§ **What to work on**: In the entries below, spot each line with the word "Drive" and copy it.

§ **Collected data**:
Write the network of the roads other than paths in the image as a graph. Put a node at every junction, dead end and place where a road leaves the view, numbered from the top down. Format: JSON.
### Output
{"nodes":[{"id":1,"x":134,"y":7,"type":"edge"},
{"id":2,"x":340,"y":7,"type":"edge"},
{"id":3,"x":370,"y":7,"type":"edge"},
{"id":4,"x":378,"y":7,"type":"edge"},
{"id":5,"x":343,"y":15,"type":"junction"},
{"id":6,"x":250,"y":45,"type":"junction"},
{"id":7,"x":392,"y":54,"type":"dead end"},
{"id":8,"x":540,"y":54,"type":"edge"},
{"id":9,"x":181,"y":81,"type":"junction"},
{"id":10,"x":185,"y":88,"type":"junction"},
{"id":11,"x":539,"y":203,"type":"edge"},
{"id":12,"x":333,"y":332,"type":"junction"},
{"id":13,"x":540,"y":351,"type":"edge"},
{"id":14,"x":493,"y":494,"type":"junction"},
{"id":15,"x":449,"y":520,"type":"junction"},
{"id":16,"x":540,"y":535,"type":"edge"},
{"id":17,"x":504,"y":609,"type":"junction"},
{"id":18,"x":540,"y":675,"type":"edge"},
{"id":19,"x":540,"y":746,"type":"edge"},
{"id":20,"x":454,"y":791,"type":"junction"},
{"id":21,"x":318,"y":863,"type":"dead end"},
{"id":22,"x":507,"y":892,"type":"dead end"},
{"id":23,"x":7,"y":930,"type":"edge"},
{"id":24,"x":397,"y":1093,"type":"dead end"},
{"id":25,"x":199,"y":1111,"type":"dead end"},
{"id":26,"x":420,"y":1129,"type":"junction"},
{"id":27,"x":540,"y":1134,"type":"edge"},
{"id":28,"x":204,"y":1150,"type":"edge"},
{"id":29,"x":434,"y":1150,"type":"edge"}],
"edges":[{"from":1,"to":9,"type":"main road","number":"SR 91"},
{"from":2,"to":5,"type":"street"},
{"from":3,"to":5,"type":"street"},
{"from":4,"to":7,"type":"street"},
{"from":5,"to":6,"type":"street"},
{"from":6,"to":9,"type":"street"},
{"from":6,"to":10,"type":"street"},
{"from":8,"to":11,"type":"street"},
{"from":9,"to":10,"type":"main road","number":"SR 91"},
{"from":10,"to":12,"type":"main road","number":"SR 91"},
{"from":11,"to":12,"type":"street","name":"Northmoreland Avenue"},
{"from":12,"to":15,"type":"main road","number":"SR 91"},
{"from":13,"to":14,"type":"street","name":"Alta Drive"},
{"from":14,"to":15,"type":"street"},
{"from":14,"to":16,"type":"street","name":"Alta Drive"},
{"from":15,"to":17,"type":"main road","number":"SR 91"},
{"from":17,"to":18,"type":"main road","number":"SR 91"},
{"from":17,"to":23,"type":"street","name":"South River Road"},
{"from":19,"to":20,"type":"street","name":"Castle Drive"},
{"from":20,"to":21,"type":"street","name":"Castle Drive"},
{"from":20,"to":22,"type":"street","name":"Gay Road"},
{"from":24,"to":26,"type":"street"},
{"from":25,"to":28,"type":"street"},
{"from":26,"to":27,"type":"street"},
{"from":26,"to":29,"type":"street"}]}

§ **Your response**:
{"from":13,"to":14,"type":"street","name":"Alta Drive"},
{"from":14,"to":16,"type":"street","name":"Alta Drive"},
{"from":19,"to":20,"type":"street","name":"Castle Drive"},
{"from":20,"to":21,"type":"street","name":"Castle Drive"},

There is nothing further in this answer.